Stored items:
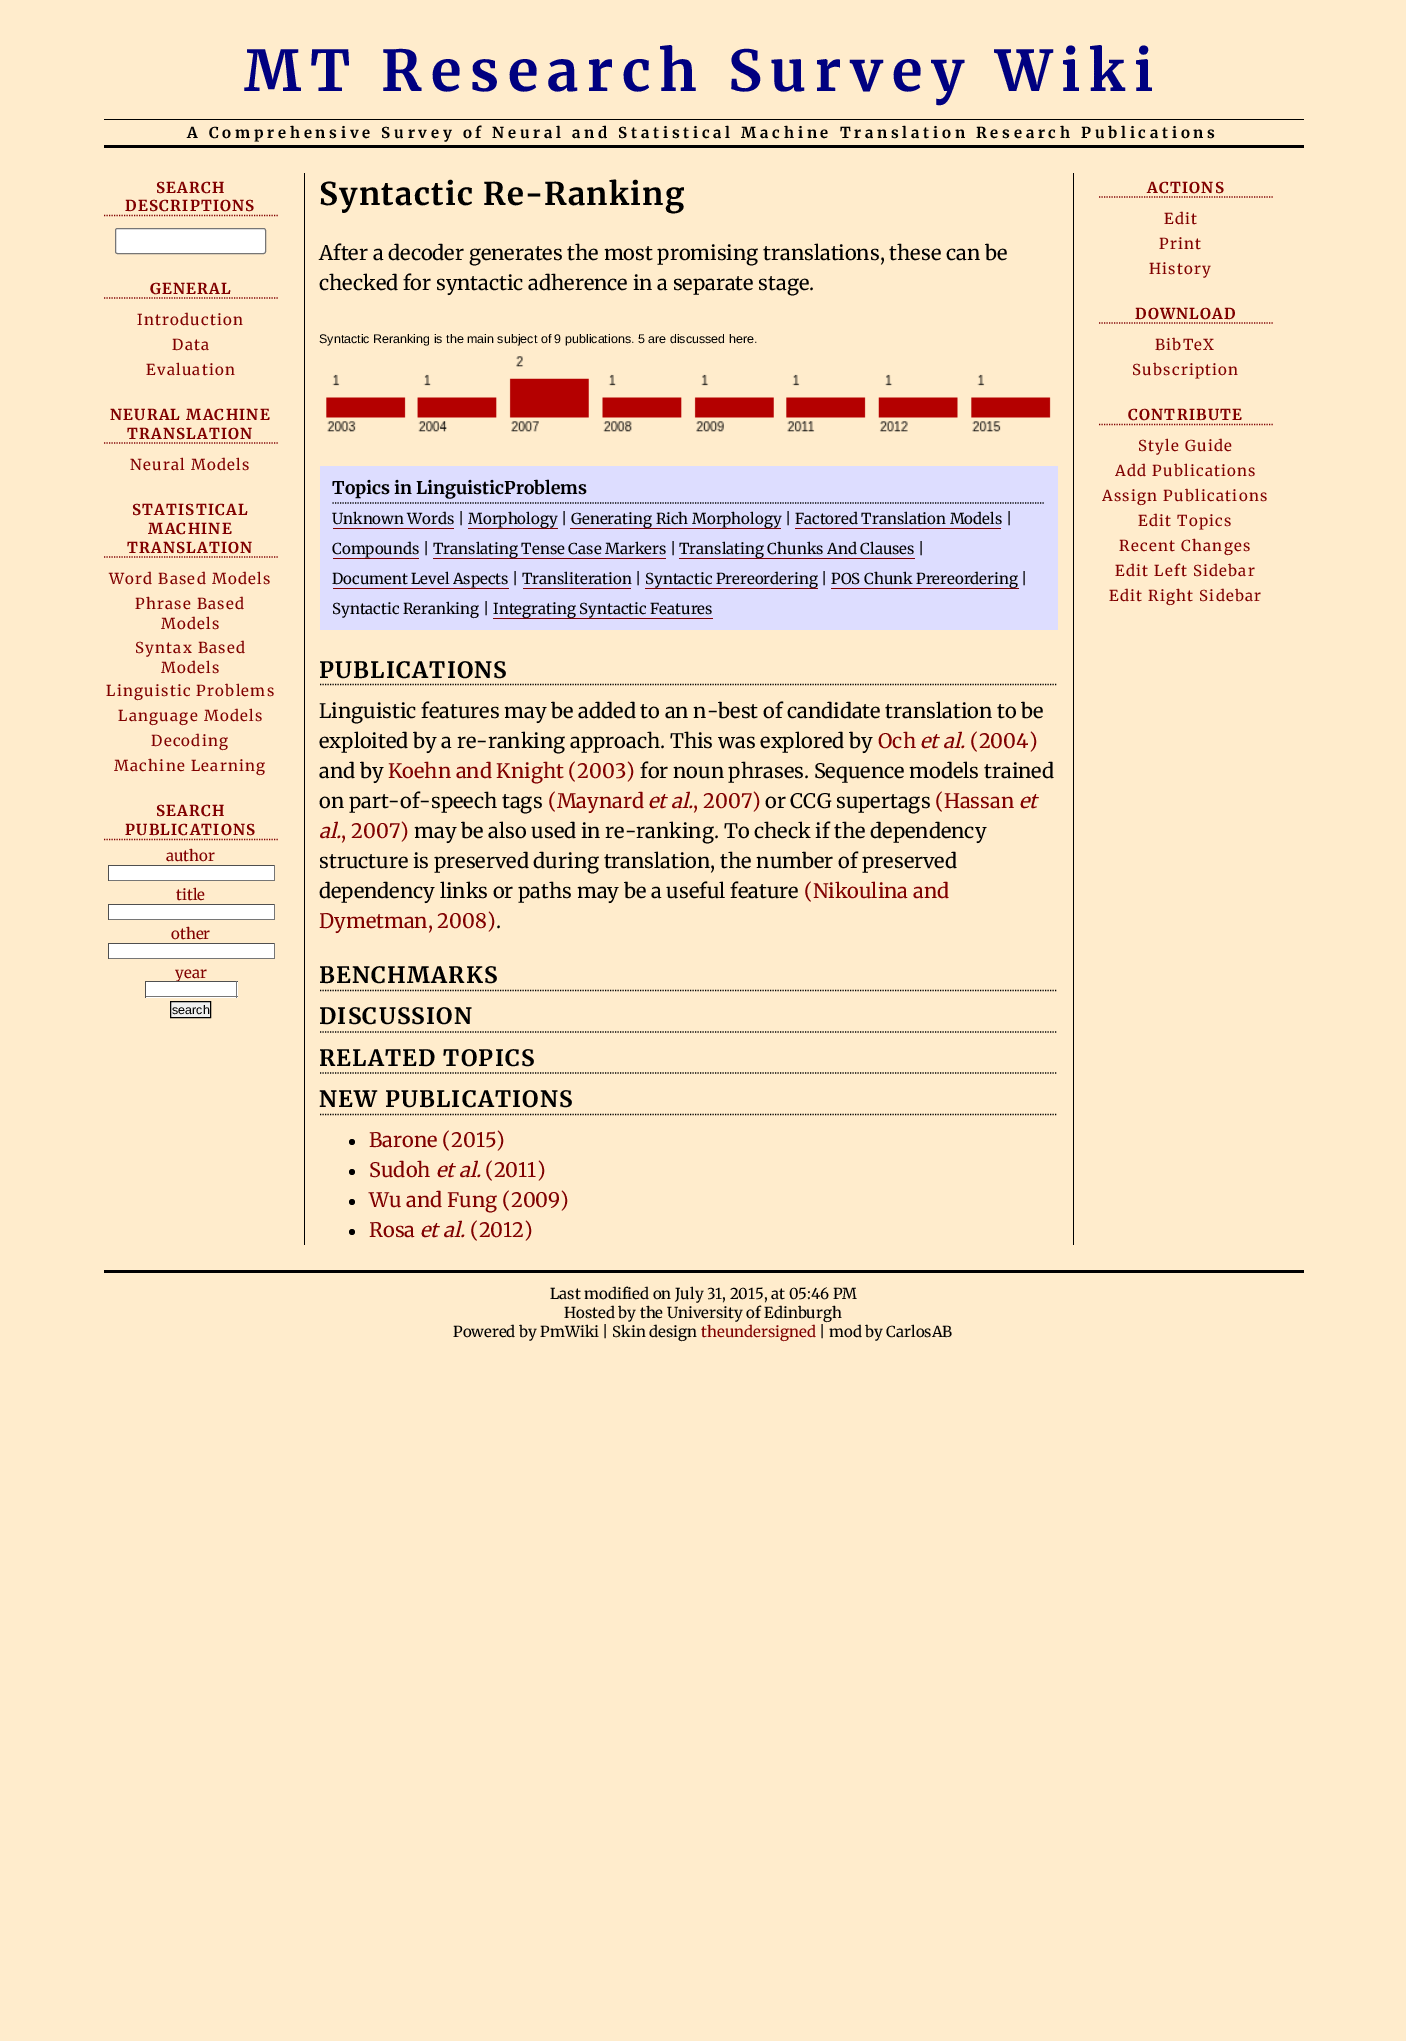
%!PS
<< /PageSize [1406 2041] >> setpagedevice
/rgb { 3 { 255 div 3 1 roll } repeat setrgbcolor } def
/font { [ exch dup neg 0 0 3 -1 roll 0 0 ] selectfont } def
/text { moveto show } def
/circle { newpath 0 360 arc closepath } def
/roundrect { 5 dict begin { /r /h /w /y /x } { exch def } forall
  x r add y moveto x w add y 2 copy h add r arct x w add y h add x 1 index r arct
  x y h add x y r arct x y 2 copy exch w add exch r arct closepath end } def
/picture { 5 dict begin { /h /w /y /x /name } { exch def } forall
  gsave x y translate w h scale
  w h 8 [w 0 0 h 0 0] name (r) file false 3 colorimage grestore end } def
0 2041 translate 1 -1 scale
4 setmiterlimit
255 236 204 rgb
0 0 1406 2041 rectfill
0 0 0 rgb
104 145 1200 3 rectfill
104 119 1200 1 rectfill
128 0 0 rgb
1.2 setlinewidth
[1.25 1.25] 0 setdash
104 215.5 moveto 175 0 rlineto stroke
255 255 255 rgb
115.5 228.5 150 25 2 roundrect gsave fill grestore
118 118 118 rgb
1 setlinewidth
[] 0 setdash
stroke
128 0 0 rgb
1.2 setlinewidth
[1.25 1.25] 0 setdash
104 298 moveto 175 0 rlineto stroke
104 443 moveto 175 0 rlineto stroke
104 557 moveto 175 0 rlineto stroke
104 839.5 moveto 175 0 rlineto stroke
255 255 255 rgb
109 866 165 14 rectfill
79 79 79 rgb
108 865 167 1 rectfill
118 118 118 rgb
274 865 1 16 rectfill
108 880 167 1 rectfill
79 79 79 rgb
108 865 1 16 rectfill
255 255 255 rgb
109 905 165 14 rectfill
79 79 79 rgb
108 904 167 1 rectfill
118 118 118 rgb
274 904 1 16 rectfill
108 919 167 1 rectfill
79 79 79 rgb
108 904 1 16 rectfill
255 255 255 rgb
109 944 165 14 rectfill
79 79 79 rgb
108 943 167 1 rectfill
118 118 118 rgb
274 943 1 16 rectfill
108 958 167 1 rectfill
79 79 79 rgb
108 943 1 16 rectfill
255 255 255 rgb
146 982 92 16 rectfill
239 239 239 rgb
170.5 1001.5 moveto 40 0 rlineto 0 16 rlineto -40 0 rlineto closepath gsave fill grestore
0 0 0 rgb
1 setlinewidth
[] 0 setdash
stroke
1073 173 1 1072 rectfill
304 173 1 1072 rectfill
(img_01.rgb) 326 356 725 76 picture
221 221 255 rgb
320 466 738 164 rectfill
0 0 0 rgb
1.2 setlinewidth
[1.25 1.25] 0 setdash
332.5 503 moveto 712.5 0 rlineto stroke
128 0 0 rgb
333 528 121 1 rectfill
468 528 90 1 rectfill
570 528 211 1 rectfill
333 558 86 1 rectfill
433 558 233 1 rectfill
679 558 236 1 rectfill
333 588 176 1 rectfill
645 588 173 1 rectfill
831 588 188 1 rectfill
523 588 108 1 rectfill
493 618 220 1 rectfill
0 0 0 rgb
320 684.5 moveto 737.5 0 rlineto stroke
320 990.5 moveto 737.5 0 rlineto stroke
320 1032 moveto 737.5 0 rlineto stroke
320 1073 moveto 737.5 0 rlineto stroke
320 1114.5 moveto 737.5 0 rlineto stroke
352 1142 3 circle fill
352 1172 3 circle fill
352 1202 3 circle fill
352 1232 3 circle fill
128 0 0 rgb
1099 197 moveto 175 0 rlineto stroke
1099 323 moveto 175 0 rlineto stroke
1099 424.5 moveto 175 0 rlineto stroke
0 0 0 rgb
104 1270 1200 3 rectfill
/Merriweather-Bold 56.25 font
0 0 128 rgb
244 91 moveto 8.75 0 (MT Research Survey Wiki) ashow
/Merriweather-Bold 15 font
0 0 0 rgb
187 138 moveto 3.75 0 (A Comprehensive Survey of Neural and Statistical Machine Translation Research Publications) ashow
128 0 0 rgb
156 193 moveto 1.25 0 (SEARCH) ashow
125 211 moveto 1.25 0 (DESCRIPTIONS) ashow
150 294 moveto 1.25 0 (GENERAL) ashow
/Merriweather-Regular 15 font
137 325 moveto 1.25 0 (Introduction) ashow
172 350 moveto 1.25 0 (Data) ashow
146 375 moveto 1.25 0 (Evaluation) ashow
/Merriweather-Bold 15 font
110 420 moveto 1.25 0 (NEURAL MACHINE) ashow
127 439 moveto 1.25 0 (TRANSLATION) ashow
/Merriweather-Regular 15 font
130 470 moveto 1.25 0 (Neural Models) ashow
/Merriweather-Bold 15 font
132 515 moveto 1.25 0 (STATISTICAL) ashow
148 534 moveto 1.25 0 (MACHINE) ashow
127 553 moveto 1.25 0 (TRANSLATION) ashow
/Merriweather-Regular 15 font
109 584 moveto 1.25 0 (Word Based Models) ashow
135 609 moveto 1.25 0 (Phrase Based) ashow
161 629 moveto 1.25 0 (Models) ashow
135 653 moveto 1.25 0 (Syntax Based) ashow
161 673 moveto 1.25 0 (Models) ashow
106 696 moveto 1.25 0 (Linguistic Problems) ashow
118 721 moveto 1.25 0 (Language Models) ashow
151 746 moveto 1.25 0 (Decoding) ashow
114 771 moveto 1.25 0 (Machine Learning) ashow
/Merriweather-Bold 15 font
156 816 moveto 1.25 0 (SEARCH) ashow
125 835 moveto 1.25 0 (PUBLICATIONS) ashow
/Merriweather-Regular 15 font
(author) 166 861 text
(title) 176 900 text
(other) 171 939 text
(year) 175 978 text
79 79 79 rgb
145 981 93 1 rectfill
118 118 118 rgb
236 981 1 17 rectfill
145 996 93 1 rectfill
79 79 79 rgb
145 981 1 17 rectfill
/LiberationSans-Regular 12.5 font
0 0 0 rgb
(search) 172 1014 text
/Merriweather-Bold 31.25 font
319 205 moveto 1.25 0 (Syntactic Re-Ranking) ashow
/Merriweather-Regular 20 font
(After a decoder generates the most promising translations, these can be) 319 260 text
(checked for syntactic adherence in a separate stage.) 319 290 text
/LiberationSans-Regular 12.5 font
(Syntactic Reranking is the main subject of 9 publications. 5 are discussed here.) 319 343 text
/Merriweather-Bold 17.5 font
(Topics in LinguisticProblems) 332 494 text
/Merriweather-Regular 15 font
(Unknown Words |) 332 524 text
(Morphology |) 468 524 text
(Generating Rich Morphology | Factored Translation Models |) 571 524 text
128 0 0 rgb
795 528 206 1 rectfill
0 0 0 rgb
(Compounds |) 332 554 text
(Translating Tense Case Markers |) 433 554 text
(Translating Chunks And Clauses |) 679 554 text
(Document Level Aspects | Transliteration |) 332 584 text
(Syntactic Prereordering |) 645 584 text
(POS Chunk Prereordering |) 831 584 text
(Syntactic Reranking |) 332 614 text
(Integrating Syntactic Features) 493 614 text
/Merriweather-Bold 22.5 font
319 678 moveto 1.25 0 (PUBLICATIONS) ashow
/Merriweather-Regular 20 font
(Linguistic features may be added to an n-best of candidate translation to be) 319 718 text
(exploited by a re-ranking approach. This was explored by) 319 748 text
128 0 0 rgb
(Och) 878 748 text
/Merriweather-Italic 20 font
(et al.) 920 748 text
/Merriweather-Regular 20 font
(\(2004\)) 970 748 text
0 0 0 rgb
(and by) 319 778 text
128 0 0 rgb
(Koehn and Knight \(2003\)) 388 778 text
0 0 0 rgb
(for noun phrases. Sequence models trained) 640 778 text
(on part-of-speech tags) 319 808 text
128 0 0 rgb
(\(Maynard) 548 808 text
/Merriweather-Italic 20 font
(et al.) 648 808 text
/Merriweather-Regular 20 font
(, 2007\)) 693 808 text
0 0 0 rgb
(or CCG supertags) 765 808 text
128 0 0 rgb
(\(Hassan) 935 808 text
/Merriweather-Italic 20 font
(et) 1019 808 text
(al.) 319 838 text
/Merriweather-Regular 20 font
(, 2007\)) 341 838 text
0 0 0 rgb
(may be also used in re-ranking. To check if the dependency) 414 838 text
(structure is preserved during translation, the number of preserved) 319 868 text
(dependency links or paths may be a useful feature) 319 898 text
128 0 0 rgb
(\(Nikoulina and) 804 898 text
(Dymetman, 2008\)) 319 928 text
0 0 0 rgb
(.) 496 928 text
/Merriweather-Bold 22.5 font
319 983 moveto 1.25 0 (BENCHMARKS) ashow
319 1024 moveto 1.25 0 (DISCUSSION) ashow
319 1066 moveto 1.25 0 (RELATED TOPICS) ashow
319 1107 moveto 1.25 0 (NEW PUBLICATIONS) ashow
/Merriweather-Regular 20 font
128 0 0 rgb
(Barone \(2015\)) 369 1147 text
(Sudoh) 369 1177 text
/Merriweather-Italic 20 font
(et al.) 436 1177 text
/Merriweather-Regular 20 font
(\(2011\)) 485 1177 text
(Wu and Fung \(2009\)) 369 1207 text
(Rosa) 369 1237 text
/Merriweather-Italic 20 font
(et al.) 420 1237 text
/Merriweather-Regular 20 font
(\(2012\)) 470 1237 text
/Merriweather-Bold 15 font
1147 193 moveto 1.25 0 (ACTIONS) ashow
/Merriweather-Regular 15 font
1164 224 moveto 1.25 0 (Edit) ashow
1159 249 moveto 1.25 0 (Print) ashow
1149 274 moveto 1.25 0 (History) ashow
/Merriweather-Bold 15 font
1135 319 moveto 1.25 0 (DOWNLOAD) ashow
/Merriweather-Regular 15 font
1155 350 moveto 1.25 0 (BibTeX) ashow
1132 375 moveto 1.25 0 (Subscription) ashow
/Merriweather-Bold 15 font
1128 420 moveto 1.25 0 (CONTRIBUTE) ashow
/Merriweather-Regular 15 font
1138 451 moveto 1.25 0 (Style Guide) ashow
1115 476 moveto 1.25 0 (Add Publications) ashow
1102 501 moveto 1.25 0 (Assign Publications) ashow
1138 526 moveto 1.25 0 (Edit Topics) ashow
1119 551 moveto 1.25 0 (Recent Changes) ashow
1115 576 moveto 1.25 0 (Edit Left Sidebar) ashow
1109 601 moveto 1.25 0 (Edit Right Sidebar) ashow
0 0 0 rgb
(Last modified on July 31, 2015, at 05:46 PM) 550 1299 text
(Hosted by the University of Edinburgh) 564 1318 text
(Powered by PmWiki | Skin design) 453 1337 text
128 0 0 rgb
(theundersigned) 701 1337 text
0 0 0 rgb
(| mod by CarlosAB) 819 1337 text
showpage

WHAT YOU WILL DO:
Could you restate, word for word, the lines above from the one with "4 setmiterlimit" to the one with "274 865 1 16 rectfill", both included?

EXERCISE RESPONSE:
4 setmiterlimit
255 236 204 rgb
0 0 1406 2041 rectfill
0 0 0 rgb
104 145 1200 3 rectfill
104 119 1200 1 rectfill
128 0 0 rgb
1.2 setlinewidth
[1.25 1.25] 0 setdash
104 215.5 moveto 175 0 rlineto stroke
255 255 255 rgb
115.5 228.5 150 25 2 roundrect gsave fill grestore
118 118 118 rgb
1 setlinewidth
[] 0 setdash
stroke
128 0 0 rgb
1.2 setlinewidth
[1.25 1.25] 0 setdash
104 298 moveto 175 0 rlineto stroke
104 443 moveto 175 0 rlineto stroke
104 557 moveto 175 0 rlineto stroke
104 839.5 moveto 175 0 rlineto stroke
255 255 255 rgb
109 866 165 14 rectfill
79 79 79 rgb
108 865 167 1 rectfill
118 118 118 rgb
274 865 1 16 rectfill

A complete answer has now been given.